二人の目の前では、小さくて色鮮やな魚が沢山泳いでいる。
「きれいな青……今日私が着てる服の色と同じ色だ」
サトは瑠璃色が名の頭についている魚を見つめながら言った。
「うん……魚もそのニットもキレイな色だ。さすが俺が選んだだけある」
レンは泳ぎ回る魚とサトのトップスとを交互に見た後、微かな笑みを浮かべる。
「……それ、自分で言う? だいたい、上手に女ものの服選べるの、なんでなの? 女ものの服、好きなの?」
怪訝そうな表情で、サトは問う。
「……色やデザインは、男ものより女ものの方がバリエーションがあって面白いじゃないか。

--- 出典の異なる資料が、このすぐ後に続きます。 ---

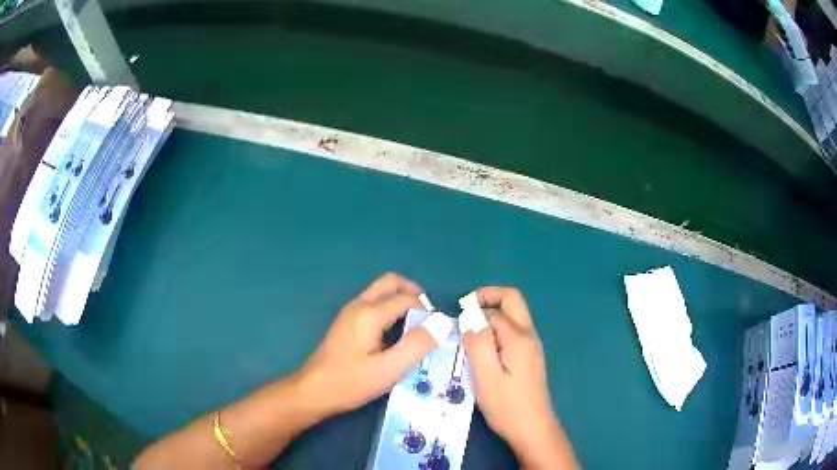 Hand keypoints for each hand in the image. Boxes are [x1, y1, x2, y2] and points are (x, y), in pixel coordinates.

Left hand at [299, 273, 436, 416]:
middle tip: (429, 318)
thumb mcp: (388, 369)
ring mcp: (350, 313)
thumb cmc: (350, 382)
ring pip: (380, 293)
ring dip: (401, 301)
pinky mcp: (346, 324)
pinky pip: (373, 305)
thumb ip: (416, 345)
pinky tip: (396, 335)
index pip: (407, 299)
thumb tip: (442, 323)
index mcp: (370, 313)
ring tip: (417, 328)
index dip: (427, 312)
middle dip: (413, 293)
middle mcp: (359, 305)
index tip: (439, 333)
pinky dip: (389, 310)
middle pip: (390, 283)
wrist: (313, 392)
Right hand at [463, 287, 578, 468]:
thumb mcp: (485, 375)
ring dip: (492, 314)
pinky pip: (514, 331)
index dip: (472, 313)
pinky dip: (497, 328)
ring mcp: (532, 346)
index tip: (453, 326)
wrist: (532, 428)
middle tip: (464, 309)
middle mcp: (529, 335)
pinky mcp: (530, 357)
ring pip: (514, 315)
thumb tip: (469, 314)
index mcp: (519, 338)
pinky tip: (484, 349)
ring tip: (469, 332)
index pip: (493, 311)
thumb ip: (478, 342)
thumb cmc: (506, 405)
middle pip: (512, 300)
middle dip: (488, 297) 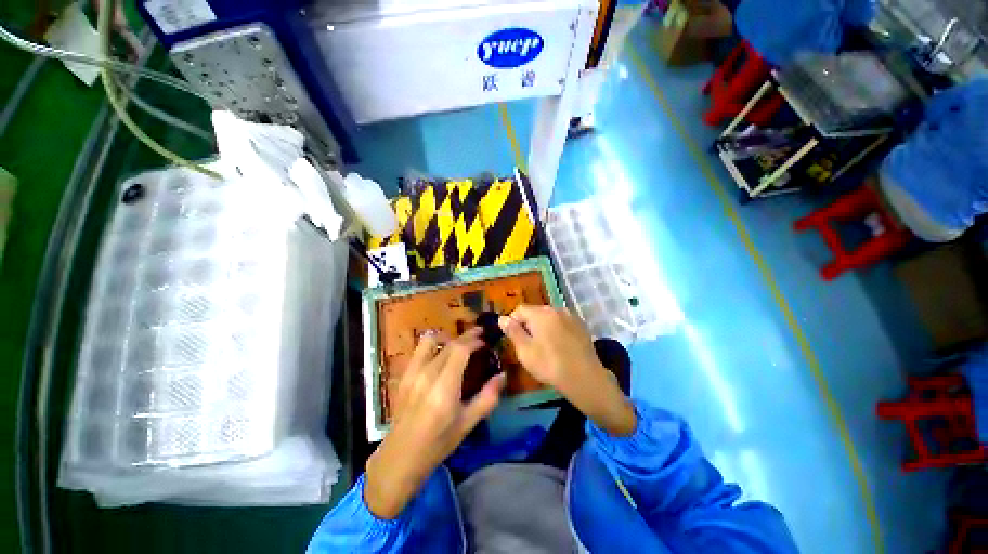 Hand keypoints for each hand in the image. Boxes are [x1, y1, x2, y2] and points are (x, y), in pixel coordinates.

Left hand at [364, 328, 505, 518]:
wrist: (402, 455)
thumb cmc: (439, 441)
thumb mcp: (468, 423)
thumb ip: (488, 397)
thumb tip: (502, 376)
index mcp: (445, 385)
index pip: (460, 350)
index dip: (474, 340)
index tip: (484, 340)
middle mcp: (427, 373)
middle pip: (448, 343)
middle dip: (465, 336)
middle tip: (478, 336)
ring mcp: (412, 373)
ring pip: (430, 341)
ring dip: (447, 337)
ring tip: (457, 343)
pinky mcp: (404, 375)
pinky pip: (419, 350)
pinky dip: (433, 346)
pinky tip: (440, 355)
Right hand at [499, 305, 635, 436]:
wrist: (585, 378)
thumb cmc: (550, 365)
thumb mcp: (525, 351)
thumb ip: (512, 331)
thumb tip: (502, 318)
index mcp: (541, 313)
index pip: (519, 310)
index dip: (512, 322)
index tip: (513, 338)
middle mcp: (556, 309)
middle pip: (535, 312)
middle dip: (528, 325)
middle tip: (527, 345)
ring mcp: (571, 316)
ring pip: (549, 318)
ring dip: (542, 327)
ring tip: (544, 347)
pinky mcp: (581, 326)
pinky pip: (562, 323)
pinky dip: (556, 330)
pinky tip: (559, 347) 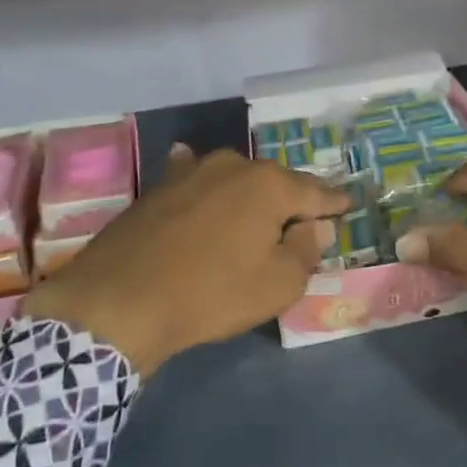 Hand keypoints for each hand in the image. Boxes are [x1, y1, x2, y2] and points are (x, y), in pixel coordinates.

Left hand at [24, 145, 344, 373]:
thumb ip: (305, 250)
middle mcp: (233, 165)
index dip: (332, 202)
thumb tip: (315, 226)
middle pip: (274, 182)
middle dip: (290, 199)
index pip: (314, 191)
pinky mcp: (159, 186)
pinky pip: (194, 179)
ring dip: (248, 194)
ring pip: (234, 179)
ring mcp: (191, 170)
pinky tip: (197, 176)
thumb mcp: (276, 284)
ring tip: (257, 210)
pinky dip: (206, 185)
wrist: (119, 301)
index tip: (347, 204)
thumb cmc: (210, 293)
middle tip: (302, 219)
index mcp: (268, 184) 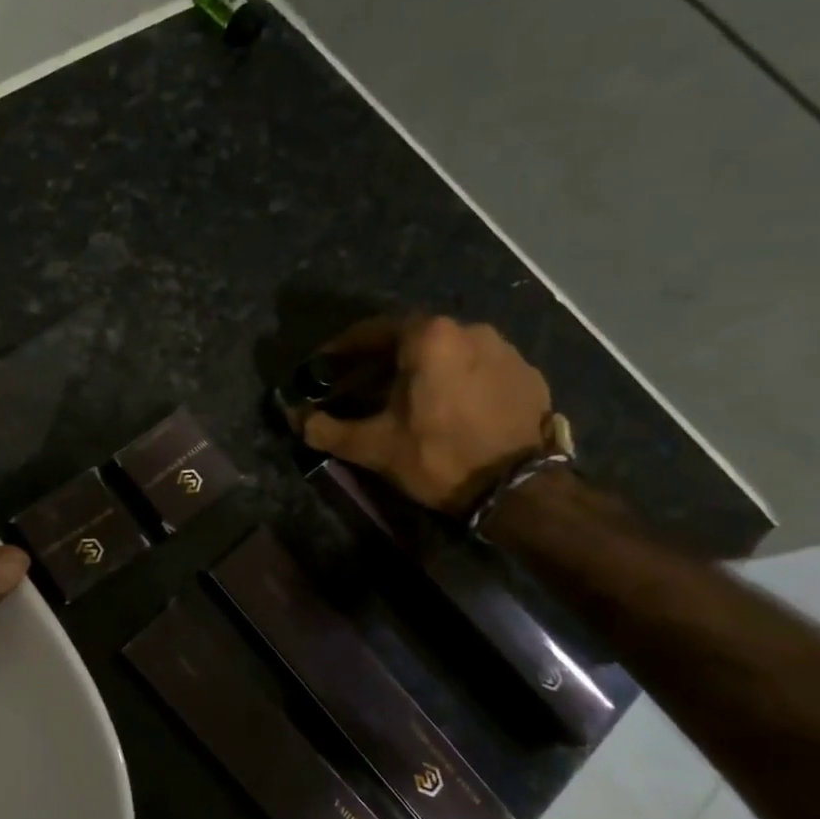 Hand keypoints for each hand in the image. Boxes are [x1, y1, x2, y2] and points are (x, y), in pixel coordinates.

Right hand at [297, 315, 553, 514]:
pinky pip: (476, 368)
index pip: (370, 332)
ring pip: (445, 353)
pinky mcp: (526, 373)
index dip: (340, 351)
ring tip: (402, 401)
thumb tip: (293, 417)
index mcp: (428, 337)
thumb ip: (325, 428)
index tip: (323, 368)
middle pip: (409, 340)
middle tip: (358, 389)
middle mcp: (468, 329)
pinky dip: (453, 381)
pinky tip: (445, 409)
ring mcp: (503, 349)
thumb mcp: (372, 446)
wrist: (518, 489)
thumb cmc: (437, 456)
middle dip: (378, 363)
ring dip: (418, 371) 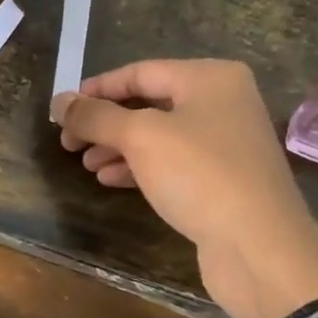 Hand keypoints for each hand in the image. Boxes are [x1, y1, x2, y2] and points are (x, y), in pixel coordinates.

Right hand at [51, 60, 317, 317]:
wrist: (259, 246)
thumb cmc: (200, 175)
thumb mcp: (140, 137)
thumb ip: (96, 116)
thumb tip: (59, 102)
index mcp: (210, 78)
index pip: (140, 72)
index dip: (97, 89)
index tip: (63, 110)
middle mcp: (223, 103)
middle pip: (150, 104)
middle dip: (106, 123)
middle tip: (68, 143)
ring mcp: (225, 144)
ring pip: (159, 137)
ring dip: (118, 148)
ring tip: (85, 164)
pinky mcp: (223, 181)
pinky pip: (172, 164)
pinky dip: (139, 169)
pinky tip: (110, 180) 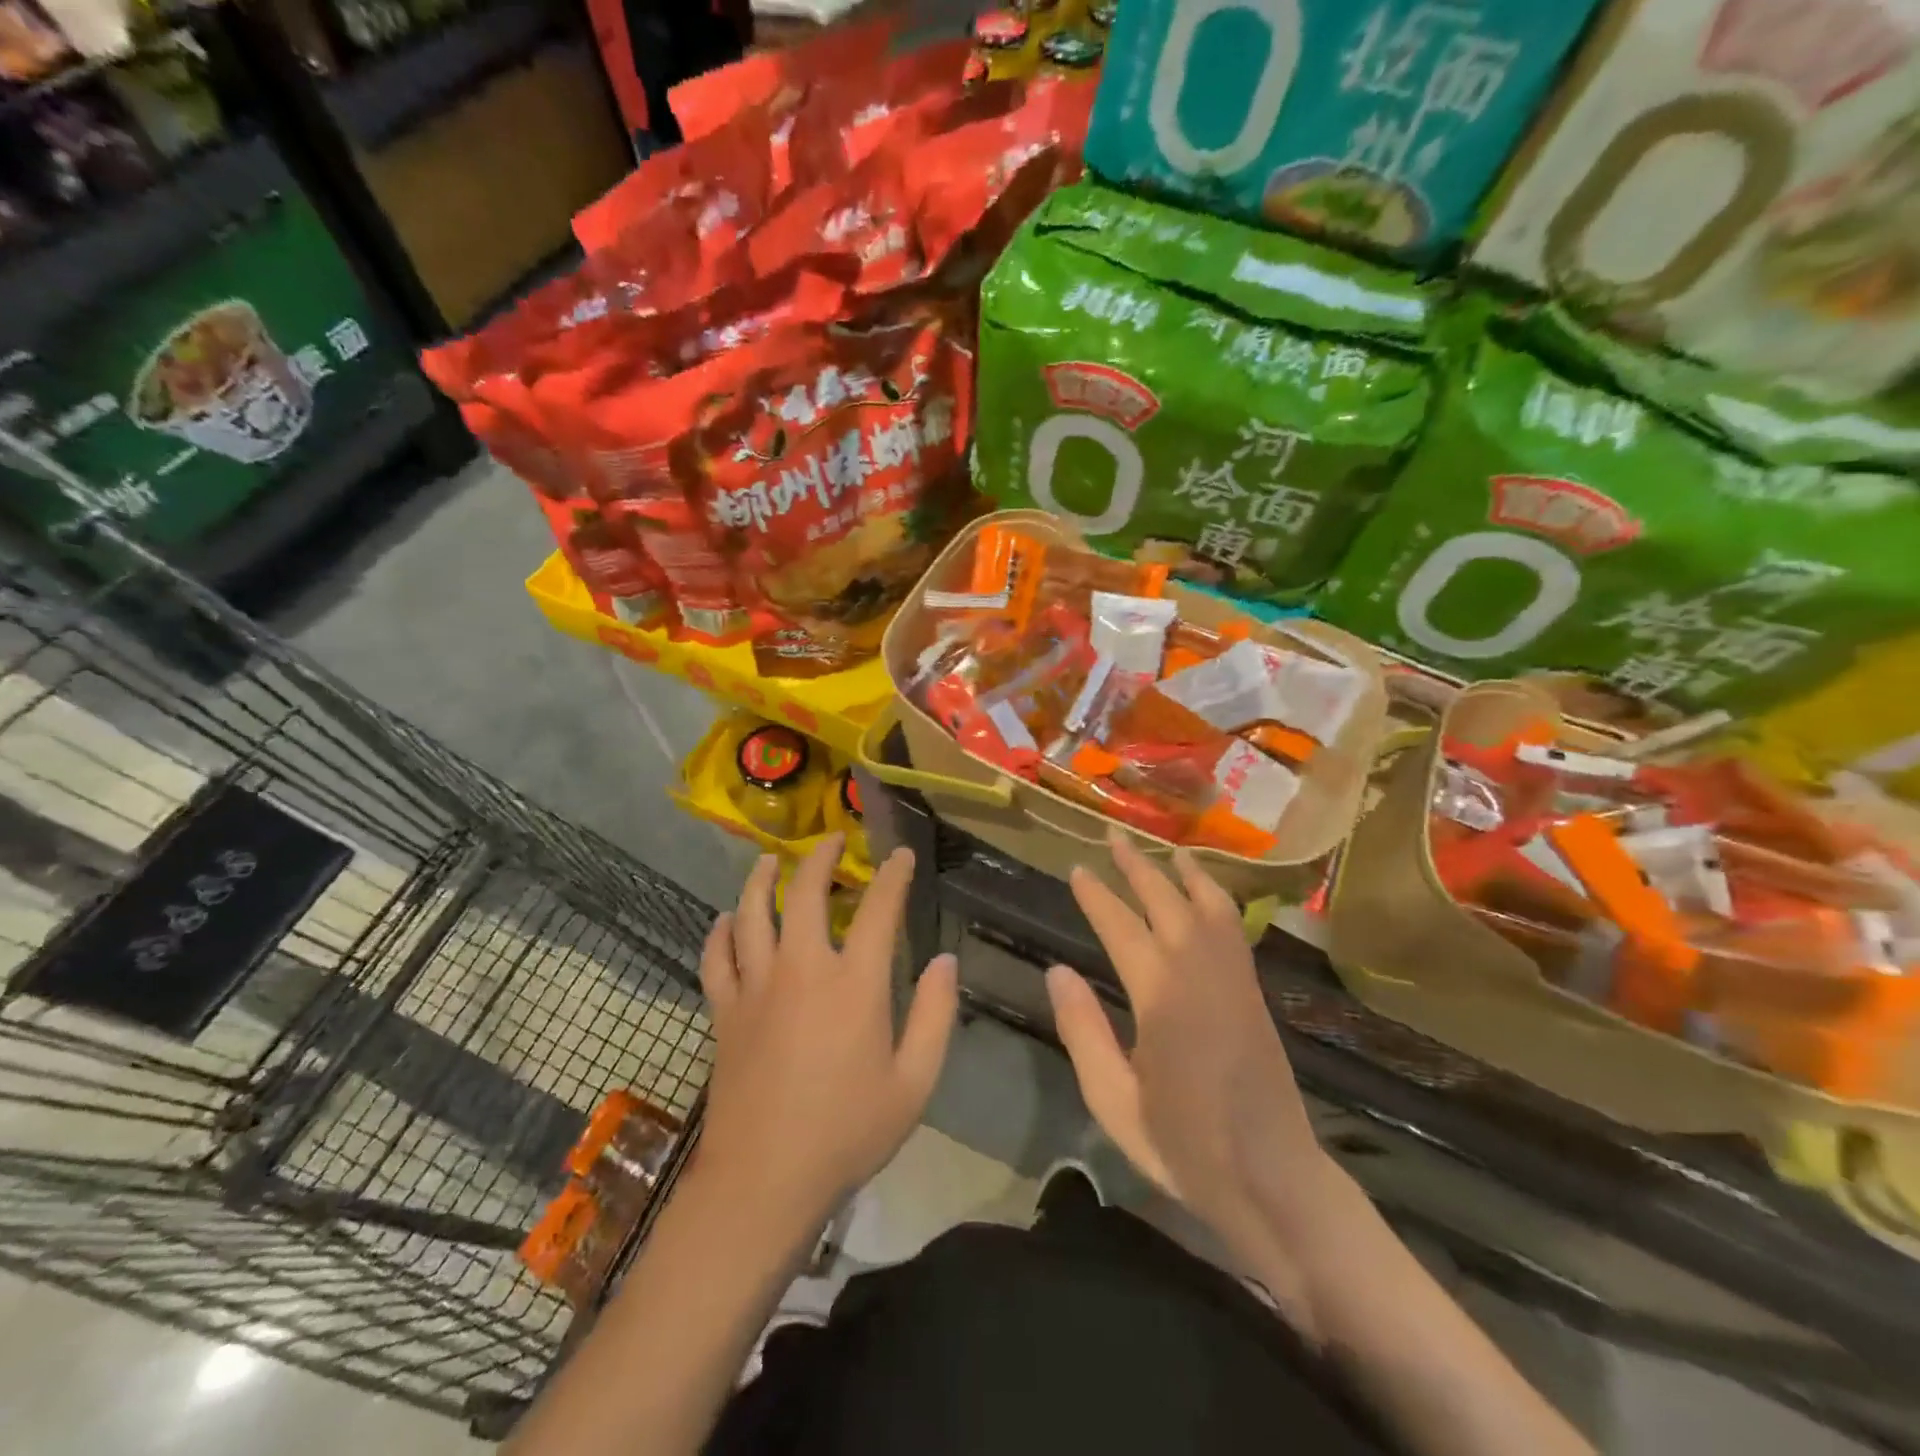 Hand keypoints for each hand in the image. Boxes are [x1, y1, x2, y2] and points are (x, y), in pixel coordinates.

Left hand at [697, 836, 958, 1221]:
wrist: (763, 1181)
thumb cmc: (847, 1133)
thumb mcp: (914, 1083)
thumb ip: (936, 1015)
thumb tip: (945, 961)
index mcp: (855, 984)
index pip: (879, 909)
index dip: (893, 875)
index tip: (901, 855)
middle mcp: (802, 969)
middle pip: (806, 893)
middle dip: (821, 858)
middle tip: (832, 840)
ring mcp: (756, 987)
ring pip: (752, 913)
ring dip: (762, 879)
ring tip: (770, 861)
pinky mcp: (725, 1011)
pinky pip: (717, 957)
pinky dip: (721, 932)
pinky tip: (728, 921)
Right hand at [1046, 831, 1327, 1259]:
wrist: (1273, 1178)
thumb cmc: (1185, 1146)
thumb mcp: (1115, 1102)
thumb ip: (1084, 1031)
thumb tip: (1058, 970)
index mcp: (1161, 998)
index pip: (1121, 928)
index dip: (1097, 897)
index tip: (1076, 870)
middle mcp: (1199, 973)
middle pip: (1165, 902)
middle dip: (1136, 867)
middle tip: (1112, 836)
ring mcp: (1233, 978)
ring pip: (1206, 906)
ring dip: (1181, 873)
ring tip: (1163, 849)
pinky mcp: (1252, 991)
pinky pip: (1233, 927)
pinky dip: (1216, 898)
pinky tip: (1206, 891)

俺はファッションに興味があるんだ」
レンは一瞬体を強張らせつつも、“ファッション”の部分を強調して答えた。
「へぇ……じゃあファッション雑誌とか読んでるの?」
「雑誌は読んでいない……歩いてると自然に目に入るんだよ」
レンは水槽から視線を外し、歩き始める。
「ふぅん、自然にねぇ……興味があるとそうなるもんなんだねぇ……私ゃさっぱりだけど」
小さくため息を吐きながら、サトは言う。
「……そうは言うが、今日は少し色を足してるじゃないか……色つきのリップクリームだけど、なにも塗っていないより華やかになっていいと思うぞ」
「あ、気づいてたんだ……さすが隊長、よくぞお見通しで」
レンとサトは次の水槽の前で足を止めた。
そこには全身にフリルを纏ったような縞模様の魚がいる。
「……随分とおしゃれな魚だなあ……あ、でもヒレに毒があるんだって」
魚の名称の横に書かれた説明書きを読み、サトは言った。
「美しい花には棘がある、っていうもんな……隊長も気をつけろよ」
フリルをひらひらさせながら泳ぐ魚を見つめながら、サトは言った。
「……それはどういう意味だ……」
その隣のレンは、眉根を寄せてサトを見る。
「いや……なんとなく言ってみたかっただけ。隊長はイケメンのハイスペ男子だからさ」
ムッとした表情を浮かべるレンに、サトはにこりと微笑んで見せた。
「あのな、俺は一途なんだ……一時の誘惑になんか駆られるか」
「ふぅん、そうなんだ……あ、次の水槽になんだか面白いのがいるぞ!」
サトはパッと表情を輝かせ、足早に隣の水槽に向かった。
その背を見やり、レンは思わずため息を漏らす。
「ほら見て! すっごいスピードで背びれ動かしてる……なになに……すごい! 一秒間に約三十六回も動かしてるんだって!」
サトは直立体勢で泳ぐユニークな姿の魚に目を輝かせた。
「お前の、人の大事な話をスルーするスピードも大したもんだと思うけどな……他人の話、ちゃんと聞けよ」
「うん、わかってるって……あっ、なんか砂からひょろ長いものが出てる! なんだこれ!」
サトのはしゃぐ姿に、レンは諦めたように再びため息を吐いたのだった。